Hello Kitty menyusul dengan US$88,5 miliar, membuktikan bahwa karakter sederhana bisa jadi magnet lintas usia. Di bawahnya, tiga properti Disney menguasai posisi tiga hingga lima:

  • Winnie the Pooh: US$76,7 miliar

  • Mickey Mouse & Friends: US$74 miliar

  • Star Wars: US$73,7 miliar

Star Wars bahkan berkembang dari film jadi semesta penuh serial, game, theme park, dan koleksi.

Mario, Anpanman, dan Kekuatan Lokal

Mario milik Nintendo duduk di posisi enam dengan US$57,3 miliar, jadi ikon game lintas zaman. Tepat di bawahnya ada Anpanman dengan US$56,5 miliar. Meski kurang mendunia, Anpanman adalah raksasa domestik Jepang, menegaskan bahwa IP lokal bisa mencetak dampak finansial global.

Putri Disney, MCU, dan Jump Comics

Peringkat delapan hingga sepuluh diisi oleh Disney Princess (US$46,3 miliar), Marvel Cinematic Universe (US$45,1 miliar), dan Jump Comics (Shōnen Jump) dengan US$40 miliar. MCU masih muda tapi agresif lewat box office dan merchandise, sementara Jump Comics menjadi rumah bagi One Piece, Naruto, dan Dragon Ball—legenda manga yang menopang budaya pop modern.

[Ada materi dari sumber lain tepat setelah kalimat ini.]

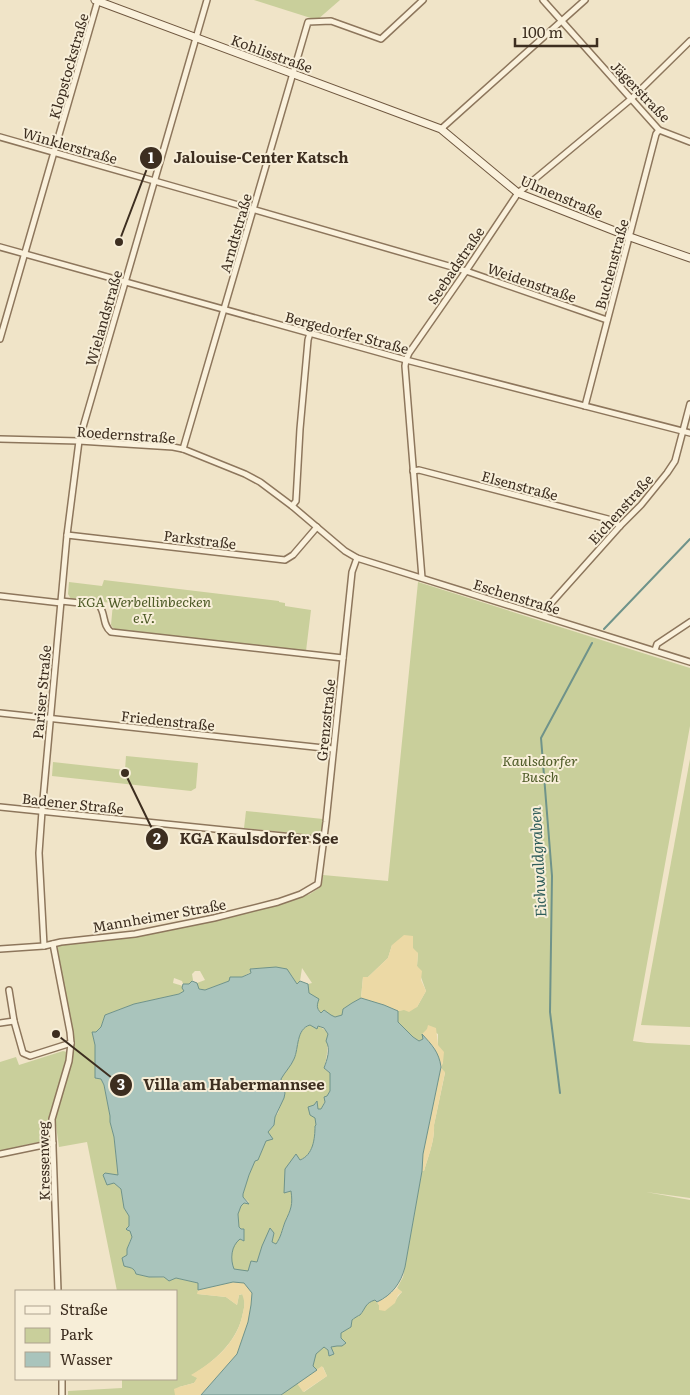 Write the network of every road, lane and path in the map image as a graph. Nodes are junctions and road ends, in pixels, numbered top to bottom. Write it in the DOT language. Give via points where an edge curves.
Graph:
graph roads {
  1 [pos="97,0"];
  2 [pos="207,0"];
  3 [pos="423,0"];
  4 [pos="542,0"];
  5 [pos="585,0"];
  6 [pos="562,21"];
  7 [pos="196,38"];
  8 [pos="690,41"];
  9 [pos="293,73"];
  10 [pos="631,99"];
  11 [pos="441,129"];
  12 [pos="659,130"];
  13 [pos="0,137"];
  14 [pos="690,142"];
  15 [pos="54,153"];
  16 [pos="154,181"];
  17 [pos="518,193"];
  18 [pos="253,210"];
  19 [pos="630,237"];
  20 [pos="364,242"];
  21 [pos="0,247"];
  22 [pos="25,254"];
  23 [pos="690,258"];
  24 [pos="466,271"];
  25 [pos="125,282"];
  26 [pos="224,309"];
  27 [pos="607,320"];
  28 [pos="310,334"];
  29 [pos="0,339"];
  30 [pos="406,360"];
  31 [pos="690,404"];
  32 [pos="586,406"];
  33 [pos="683,431"];
  34 [pos="690,433"];
  35 [pos="0,439"];
  36 [pos="79,441"];
  37 [pos="183,449"];
  38 [pos="413,471"];
  39 [pos="292,506"];
  40 [pos="620,526"];
  41 [pos="316,527"];
  42 [pos="67,535"];
  43 [pos="340,547"];
  44 [pos="357,558"];
  45 [pos="422,578"];
  46 [pos="0,596"];
  47 [pos="61,602"];
  48 [pos="545,616"];
  49 [pos="690,622"];
  50 [pos="655,650"];
  51 [pos="343,658"];
  52 [pos="690,662"];
  53 [pos="0,713"];
  54 [pos="50,719"];
  55 [pos="333,749"];
  56 [pos="0,807"];
  57 [pos="42,812"];
  58 [pos="323,840"];
  59 [pos="318,884"];
  60 [pos="53,944"];
  61 [pos="44,946"];
  62 [pos="0,949"];
  63 [pos="9,990"];
  64 [pos="14,1021"];
  65 [pos="0,1023"];
  66 [pos="71,1043"];
  67 [pos="53,1143"];
  68 [pos="0,1154"];
  69 [pos="58,1290"];
  70 [pos="62,1380"];
  71 [pos="56,1395"];
  72 [pos="62,1395"];
  1 -- 7 [label="street, Kohlisstraße"];
  1 -- 15 [label="street, Klopstockstraße"];
  2 -- 7 [label="street, Wielandstraße"];
  3 -- 9 [label="street, Arndtstraße" via="381,39 331,21 308,22"];
  4 -- 6 [label="street, Jägerstraße"];
  5 -- 6 [label="street"];
  6 -- 10 [label="street, Jägerstraße"];
  6 -- 11 [label="street"];
  7 -- 9 [label="street, Kohlisstraße"];
  7 -- 16 [label="street, Wielandstraße"];
  8 -- 10 [label="street, Seebadstraße"];
  9 -- 11 [label="street, Kohlisstraße"];
  9 -- 18 [label="street, Arndtstraße"];
  10 -- 12 [label="street, Jägerstraße"];
  10 -- 17 [label="street, Seebadstraße"];
  11 -- 17 [label="street, Ulmenstraße"];
  12 -- 14 [label="street, Jägerstraße"];
  12 -- 19 [label="street, Buchenstraße"];
  13 -- 15 [label="street, Winklerstraße"];
  15 -- 16 [label="street, Winklerstraße"];
  15 -- 22 [label="street, Klopstockstraße"];
  16 -- 18 [label="street, Winklerstraße"];
  16 -- 25 [label="street, Wielandstraße"];
  17 -- 19 [label="street, Ulmenstraße"];
  17 -- 24 [label="street, Seebadstraße"];
  18 -- 20 [label="street, Winklerstraße"];
  18 -- 26 [label="street, Arndtstraße"];
  19 -- 23 [label="street, Ulmenstraße"];
  19 -- 27 [label="street, Buchenstraße"];
  20 -- 24 [label="street, Weidenstraße"];
  21 -- 22 [label="street, Bergedorfer Straße"];
  22 -- 25 [label="street, Bergedorfer Straße"];
  22 -- 29 [label="street, Klopstockstraße"];
  24 -- 27 [label="street, Weidenstraße"];
  24 -- 30 [label="street, Seebadstraße"];
  25 -- 26 [label="street, Bergedorfer Straße"];
  25 -- 36 [label="street, Wielandstraße"];
  26 -- 28 [label="street, Bergedorfer Straße"];
  26 -- 37 [label="street, Arndtstraße"];
  27 -- 32 [label="street, Buchenstraße"];
  28 -- 30 [label="street, Bergedorfer Straße"];
  28 -- 39 [label="street" via="296,501"];
  30 -- 32 [label="street, Bergedorfer Straße"];
  30 -- 38 [label="street"];
  31 -- 33 [label="street, Eichenstraße"];
  32 -- 33 [label="street, Bergedorfer Straße"];
  33 -- 34 [label="street, Bergedorfer Straße"];
  33 -- 40 [label="street, Eichenstraße" via="675,461"];
  35 -- 36 [label="street, Roedernstraße"];
  36 -- 37 [label="street, Roedernstraße"];
  36 -- 42 [label="street, Pariser Straße"];
  37 -- 39 [label="street, Roedernstraße" via="245,474"];
  38 -- 40 [label="street, Elsenstraße" via="608,519"];
  38 -- 45 [label="street"];
  39 -- 41 [label="street, Roedernstraße"];
  40 -- 48 [label="street, Eichenstraße" via="545,610"];
  41 -- 42 [label="street, Parkstraße" via="293,555 284,560"];
  41 -- 43 [label="street, Roedernstraße"];
  42 -- 47 [label="street, Pariser Straße"];
  43 -- 44 [label="street, Eschenstraße"];
  44 -- 45 [label="street, Eschenstraße"];
  44 -- 51 [label="street, Grenzstraße" via="352,572"];
  45 -- 48 [label="street, Eschenstraße"];
  46 -- 47 [label="street"];
  47 -- 51 [label="street" via="99,605 111,632"];
  47 -- 54 [label="street, Pariser Straße"];
  48 -- 50 [label="street, Eschenstraße"];
  49 -- 50 [label="street" via="657,644"];
  50 -- 52 [label="street, Eschenstraße"];
  51 -- 55 [label="street, Grenzstraße"];
  53 -- 54 [label="street, Friedenstraße"];
  54 -- 55 [label="street, Friedenstraße"];
  54 -- 57 [label="street, Pariser Straße"];
  55 -- 58 [label="street, Grenzstraße"];
  56 -- 57 [label="street, Badener Straße"];
  57 -- 58 [label="street, Badener Straße"];
  57 -- 61 [label="street, Pariser Straße" via="39,853"];
  58 -- 59 [label="street, Grenzstraße"];
  59 -- 60 [label="street, Mannheimer Straße" via="302,894 250,910 135,934"];
  60 -- 61 [label="street, Mannheimer Straße"];
  60 -- 66 [label="street, Kressenweg"];
  61 -- 62 [label="street, Mannheimer Straße"];
  63 -- 64 [label="street"];
  64 -- 65 [label="street"];
  64 -- 66 [label="street" via="23,1053 30,1056"];
  66 -- 67 [label="street, Kressenweg" via="52,1118"];
  67 -- 68 [label="street"];
  67 -- 69 [label="street, Kressenweg"];
  70 -- 72 [label="street"];
  71 -- 72 [label="street"];
}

Wizarding World vs Dragon Ball

Menutup daftar, Wizarding World (Harry Potter) mengantongi US$37,7 miliar, disusul Dragon Ball dengan US$31,6 miliar. Dua cerita ini bertahan karena narasi kuat, jaringan film, game, teater, hingga taman hiburan yang terus beregenerasi bersama fans.

Lebih dari Hiburan

Daftar ini menegaskan bahwa waralaba media adalah mesin budaya sekaligus investasi. IP kini jadi bahasa global yang memengaruhi cara kita tumbuh, bermain, dan bermimpi. Selama ada cerita kuat, nostalgia, dan penggemar militan, kerajaan ini tidak akan runtuh—bahkan makin menggila nilainya.